Burdur Mehmet Akif Ersoy Üniversitesi (MAKÜ) Kimya Kısmı Öğretim Üyesi Prof. Dr. Fatih Mehmet Emen ve Çankırı Karatekin Üniversitesi (ÇAKÜ) Kimya Kısmı Hekim Öğretim Üyesi Esra Demirdöğen öncülüğünde TÜBİTAK ve YÖK takviyeli proje kapsamında yürütülen çalışma sonucu, tedavi sırasında kullanılan kanser ilaçlarının maksat organa taşınarak denetiminin sağlanmasıyla yan tesirlerinin azaltılmasında muvaffakiyet sağlandı.
Tamamen yerli ve ulusal imkanlarla gerçekleştirilen çalışmanın, diğer ilaçlara da uygulanabilmesi hedefleniyor.
“SUDA AZ ÇÖZÜNEBİLEN İLAÇLAR”
Prof. Dr. Mehmet Emen, kanser tedavisinde cerrahi müdahale, kemoterapi, radyoterapi gibi farklı teknikler kullanıldığını söyledi.
Kanser ilaçlarının geliştirilmesinin çok uzun ve maliyetli bir süreç gerektirdiğine işaret eden Emen, “Bunlar, bilhassa suda az çözünebilen ilaçlardır.

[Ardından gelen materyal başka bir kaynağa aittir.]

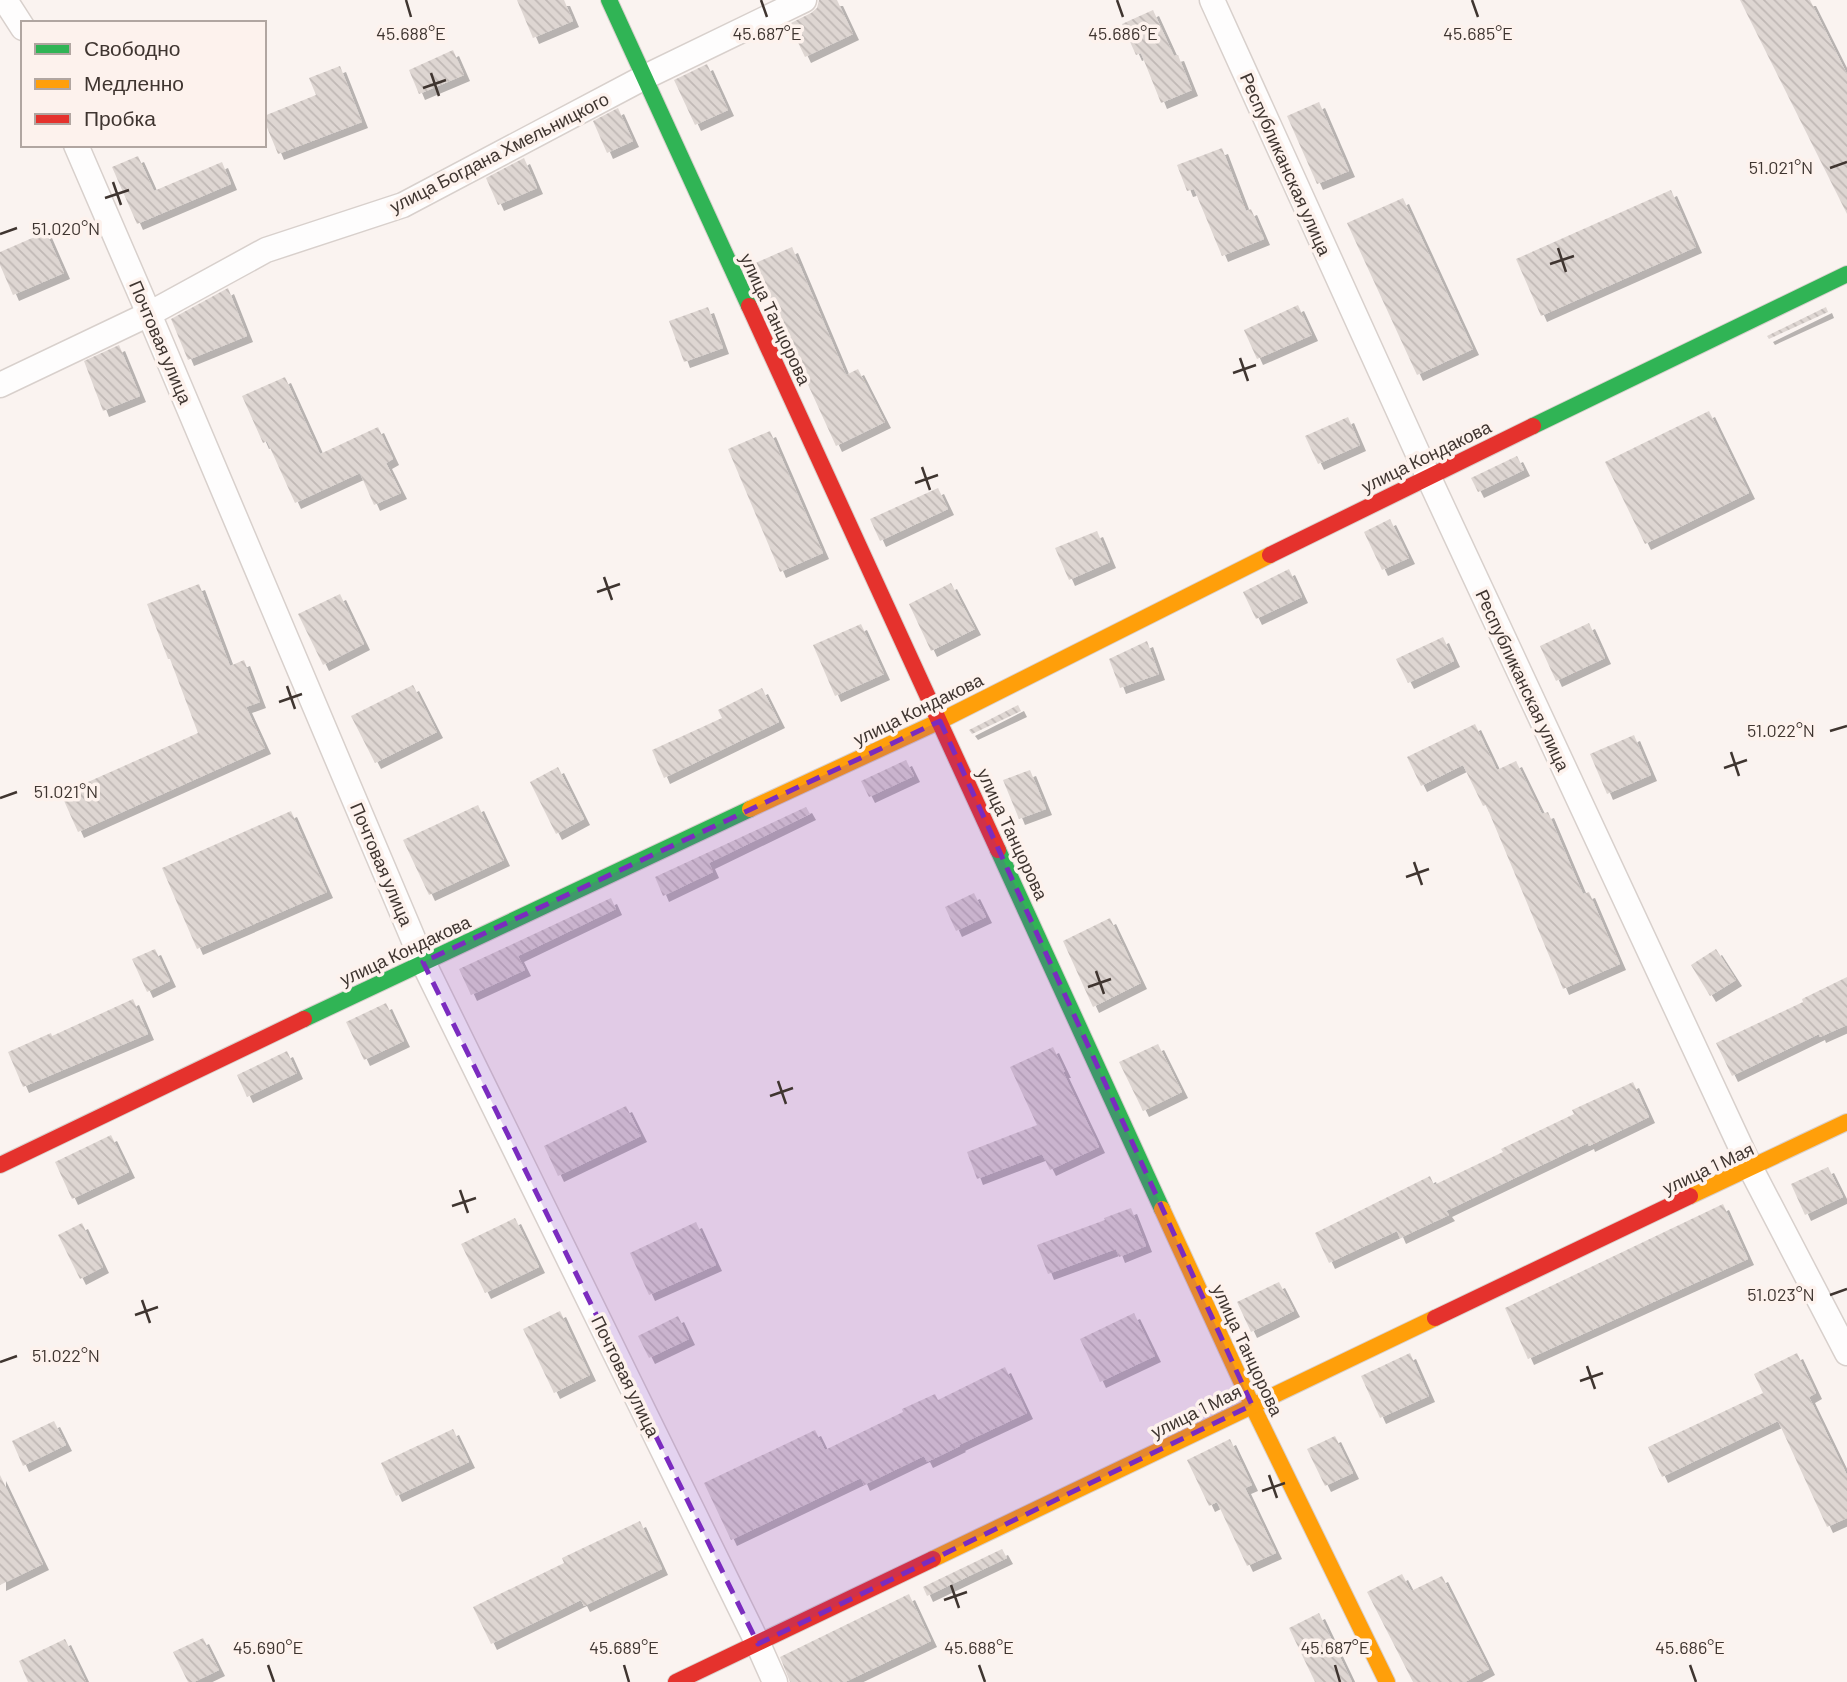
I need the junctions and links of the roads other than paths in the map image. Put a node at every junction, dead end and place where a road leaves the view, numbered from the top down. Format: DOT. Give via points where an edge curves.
graph roads {
  1 [pos="5,0"];
  2 [pos="609,0"];
  3 [pos="804,0"];
  4 [pos="1212,0"];
  5 [pos="21,25"];
  6 [pos="643,78"];
  7 [pos="77,147"];
  8 [pos="1847,274"];
  9 [pos="149,314"];
  10 [pos="0,385"];
  11 [pos="1428,476"];
  12 [pos="940,721"];
  13 [pos="423,962"];
  14 [pos="1847,1122"];
  15 [pos="0,1165"];
  16 [pos="1751,1169"];
  17 [pos="1847,1353"];
  18 [pos="1252,1405"];
  19 [pos="758,1644"];
  20 [pos="676,1682"];
  21 [pos="775,1682"];
  22 [pos="1387,1682"];
  1 -- 5 [label="street"];
  2 -- 6 [label="street, улица Танцорова"];
  3 -- 6 [label="street, улица Богдана Хмельницкого"];
  4 -- 11 [label="street, Республиканская улица"];
  6 -- 9 [label="street, улица Богдана Хмельницкого" via="403,205 266,250"];
  6 -- 12 [label="street, улица Танцорова"];
  7 -- 9 [label="street, Почтовая улица"];
  8 -- 11 [label="street, улица Кондакова"];
  9 -- 10 [label="street, улица Богдана Хмельницкого"];
  9 -- 13 [label="street, Почтовая улица"];
  11 -- 12 [label="street, улица Кондакова"];
  11 -- 16 [label="street, Республиканская улица"];
  12 -- 13 [label="street, улица Кондакова"];
  12 -- 18 [label="street, улица Танцорова"];
  13 -- 15 [label="street, улица Кондакова"];
  13 -- 19 [label="street, Почтовая улица"];
  14 -- 16 [label="street, улица 1 Мая"];
  16 -- 17 [label="street, Республиканская улица"];
  16 -- 18 [label="street, улица 1 Мая"];
  18 -- 19 [label="street, улица 1 Мая"];
  18 -- 22 [label="street, улица Танцорова"];
  19 -- 20 [label="street, улица 1 Мая"];
  19 -- 21 [label="street, Почтовая улица"];
}
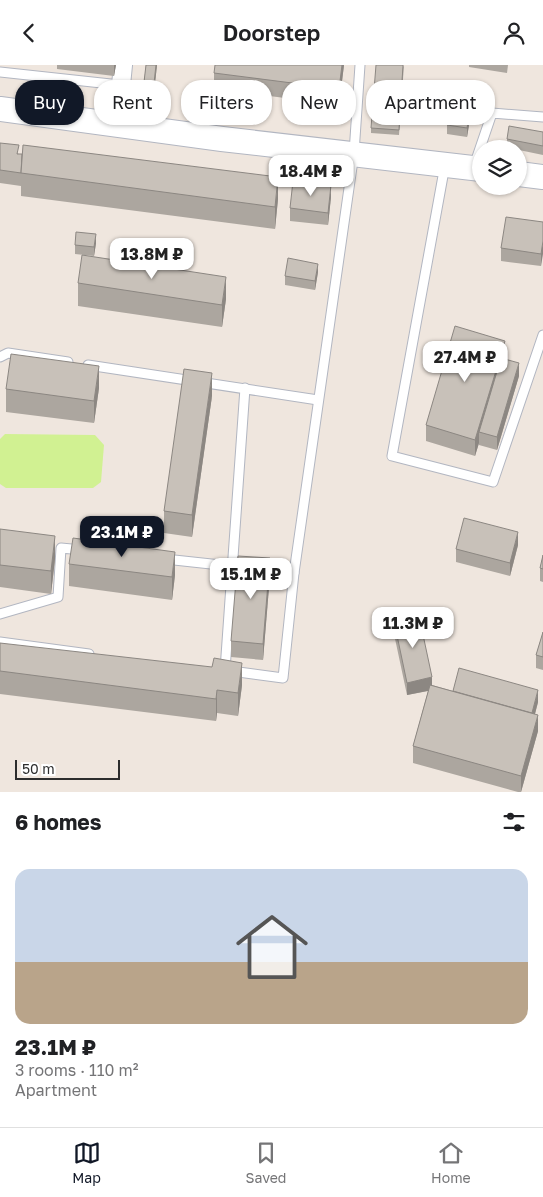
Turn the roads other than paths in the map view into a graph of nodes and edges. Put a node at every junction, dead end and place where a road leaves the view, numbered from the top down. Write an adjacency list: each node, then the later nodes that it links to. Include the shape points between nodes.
1 (123, 65): 4 (street)
2 (360, 65): 11 (lane)
3 (0, 71): 5 (lane)
4 (121, 80)
5 (94, 82)
6 (0, 109): 8 (street)
7 (543, 117): 10 (lane, via 492,113)
8 (94, 122)
9 (117, 125): 11 (street)
10 (485, 140)
11 (354, 153): 12 (street); 19 (lane)
12 (445, 165): 13 (street); 16 (lane, via 392,456 492,482)
13 (472, 168)
14 (527, 175): 15 (street)
15 (543, 177)
16 (543, 335)
17 (0, 357): 18 (lane, via 8,353)
18 (245, 388): 19 (lane); 22 (lane)
19 (318, 400): 23 (lane)
20 (90, 551): 24 (lane, via 61,548 58,597)
21 (156, 558): 22 (lane)
22 (233, 566): 23 (lane); 28 (lane)
23 (294, 573): 28 (lane, via 283,678)
24 (0, 613)
25 (0, 643): 26 (lane)
26 (98, 655)
27 (215, 669): 28 (lane)
28 (225, 670)

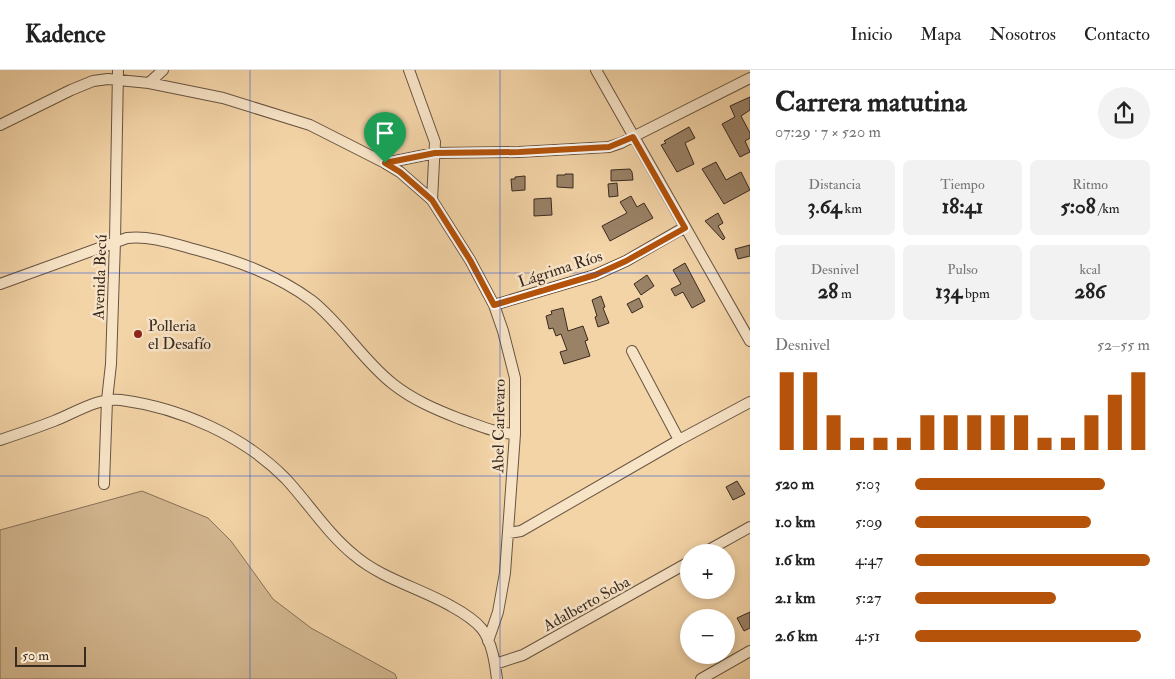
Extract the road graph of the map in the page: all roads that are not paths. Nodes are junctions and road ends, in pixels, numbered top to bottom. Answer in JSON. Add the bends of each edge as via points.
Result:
{"nodes":[{"id":1,"x":163,"y":70,"type":"edge"},
{"id":2,"x":409,"y":70,"type":"edge"},
{"id":3,"x":596,"y":70,"type":"edge"},
{"id":4,"x":118,"y":75,"type":"edge"},
{"id":5,"x":750,"y":78,"type":"edge"},
{"id":6,"x":149,"y":84,"type":"junction"},
{"id":7,"x":0,"y":125,"type":"edge"},
{"id":8,"x":633,"y":137,"type":"junction"},
{"id":9,"x":435,"y":153,"type":"junction"},
{"id":10,"x":385,"y":163,"type":"junction"},
{"id":11,"x":432,"y":200,"type":"junction"},
{"id":12,"x":685,"y":228,"type":"junction"},
{"id":13,"x":115,"y":241,"type":"junction"},
{"id":14,"x":0,"y":284,"type":"edge"},
{"id":15,"x":494,"y":305,"type":"junction"},
{"id":16,"x":746,"y":327,"type":"edge"},
{"id":17,"x":750,"y":341,"type":"edge"},
{"id":18,"x":632,"y":351,"type":"dead end"},
{"id":19,"x":107,"y":400,"type":"junction"},
{"id":20,"x":750,"y":402,"type":"edge"},
{"id":21,"x":515,"y":434,"type":"junction"},
{"id":22,"x":0,"y":440,"type":"edge"},
{"id":23,"x":679,"y":440,"type":"junction"},
{"id":24,"x":104,"y":484,"type":"dead end"},
{"id":25,"x":750,"y":527,"type":"edge"},
{"id":26,"x":509,"y":533,"type":"junction"},
{"id":27,"x":719,"y":544,"type":"edge"},
{"id":28,"x":680,"y":567,"type":"edge"},
{"id":29,"x":488,"y":641,"type":"junction"},
{"id":30,"x":750,"y":652,"type":"edge"},
{"id":31,"x":495,"y":664,"type":"junction"},
{"id":32,"x":496,"y":679,"type":"edge"},
{"id":33,"x":701,"y":679,"type":"edge"}],
"edges":[{"from":1,"to":6,"type":"street"},
{"from":2,"to":9,"type":"street","via":[[435,142]]},
{"from":3,"to":8,"type":"street"},
{"from":4,"to":6,"type":"street","name":"Abel Carlevaro"},
{"from":4,"to":7,"type":"street","name":"Abel Carlevaro","via":[[71,90]]},
{"from":4,"to":13,"type":"street","name":"Avenida Becú"},
{"from":5,"to":8,"type":"street"},
{"from":6,"to":10,"type":"street","name":"Abel Carlevaro","via":[[223,98],[310,125]]},
{"from":8,"to":9,"type":"street","via":[[609,147]]},
{"from":8,"to":12,"type":"street"},
{"from":9,"to":10,"type":"street"},
{"from":9,"to":11,"type":"street"},
{"from":10,"to":11,"type":"street","name":"Abel Carlevaro"},
{"from":11,"to":15,"type":"street","name":"Abel Carlevaro"},
{"from":12,"to":15,"type":"street","name":"Lágrima Ríos","via":[[595,275]]},
{"from":12,"to":16,"type":"street"},
{"from":13,"to":14,"type":"street"},
{"from":13,"to":19,"type":"street","name":"Avenida Becú"},
{"from":13,"to":21,"type":"street","via":[[134,237],[158,241],[216,255],[263,272],[312,301],[386,377],[413,398],[485,428]]},
{"from":15,"to":21,"type":"street","name":"Abel Carlevaro","via":[[516,378]]},
{"from":16,"to":17,"type":"street"},
{"from":18,"to":23,"type":"street"},
{"from":19,"to":22,"type":"street"},
{"from":19,"to":24,"type":"street","name":"Avenida Becú"},
{"from":19,"to":29,"type":"street","via":[[133,402],[186,416],[233,439],[271,465],[354,555],[383,574],[460,611],[482,629]]},
{"from":20,"to":23,"type":"street"},
{"from":21,"to":26,"type":"street","name":"Abel Carlevaro"},
{"from":23,"to":26,"type":"street","via":[[521,531]]},
{"from":25,"to":27,"type":"street"},
{"from":26,"to":29,"type":"street","name":"Abel Carlevaro","via":[[498,612]]},
{"from":28,"to":31,"type":"street","name":"Adalberto Soba","via":[[523,655]]},
{"from":29,"to":31,"type":"street"},
{"from":30,"to":33,"type":"street"},
{"from":31,"to":32,"type":"street"}]}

Suda az çözündüğü ve maksat organa gitmediği düşünüldüğü için bunların nitelikli nano gözenekli, yani hücreye yönelik taşınımının yapılması, ilacın aktif halde salınmasında yeni sistemlerin geliştirilmesi gerekmekteydi.” sözünü kullandı.
“HEDEF ORGANA ULAŞIP ULAŞMADIĞI GÖZLEMLENEBİLECEK”
Bu hedeflerle çalışma yaptıklarını aktaran Emen, az çözünen bu ilaçların denetimli salınımla daha az ölçüde bedene verilmesi, böylelikle yan tesirinin azaltılması, tıpkı vakitte maliyetinin düşürülmesini hedeflediklerini anlattı.
Geliştirilen nano taşıyıcı sistemlerin farklı renklenmelere ve ışımalara sebep olan kimi bileşiklerin modifiye edildiğini lisana getiren Emen, şunları kaydetti:
“Sadece bir taşıyıcı değil, tıpkı vakitte ışık altında renklenme yaparak ilacın hangi bölgeye gittiğini, amaç organa ulaşıp ulaşmadığını gözleyebileceğimiz bir sistem geliştirdik. Kendi dizaynımız olan, bilhassa yeşil teknoloji kullandığımız harika kritik karbondioksit sistemiyle ilaçlar, taşıyıcılar içine yerleştirildi. Bu biçimde yaptığınızda kimyasal kullanmadığınız için çözücüden gelecek toksit etkiyi de ortadan kaldırmış oluyorsunuz. Bu sayede ilaçların tedavi aktifliği artmış olacak. Hem maliyeti düşüren ilacın salınımını izleyebileceğiniz hem de yan tesirlerini azaltacağını düşündüğümüz bir taşıyıcı sistemi kendi imkanlarımızla geliştirmiş olduk.”
Emen, geliştirdikleri sistemin patentini almak için teşebbüste bulunacaklarını tabir etti.
“AMACIMIZ TEDAVİNİN HİÇ YAN TESİR OLMAYACAK BİÇİMDE GERÇEKLEŞMESİ”
Demirdöğen de olay sayısında her yıl yüzde 10 civarında artış olmasının, kanseri maksat seçmelerinde tesirli olduğunu anlattı.
Kanseri maksat seçmelerindeki bir öbür etkenin, konvansiyonel kemoterapinin makul bir muvaffakiyet göstermesine rağmen kemoterapi yüzünden hastalığın aşılamaması olması olduğunu belirten Demirdöğen, şunları söyledi:
“Bunun için faal tedavi formüllerinin geliştirilmesi, dünya genelinde öncelikli değer arz etmekte. Geliştirdiğimiz platformların istenilen bu tedavi metoduna karşılık vereceği umut edilmektedir. Bu çalışmamızda, Amerikan Besin ve İlaç Kurumunun onayladığı ilaçları kullandık. Bunların salınımı üzerinden yola çıktık. Temel emelimiz, tedavinin daha aktif, daha verimli ve daha az, hatta mümkünse hiç yan tesir olmayacak halde gerçekleşmesini sağlamak.”
Demirdöğen, çalışmanın ülke iktisadı, Türkiye’nin 2023 amaçları ile dünya geneline yarar sağlayacağını düşündüklerini kelamlarına ekledi.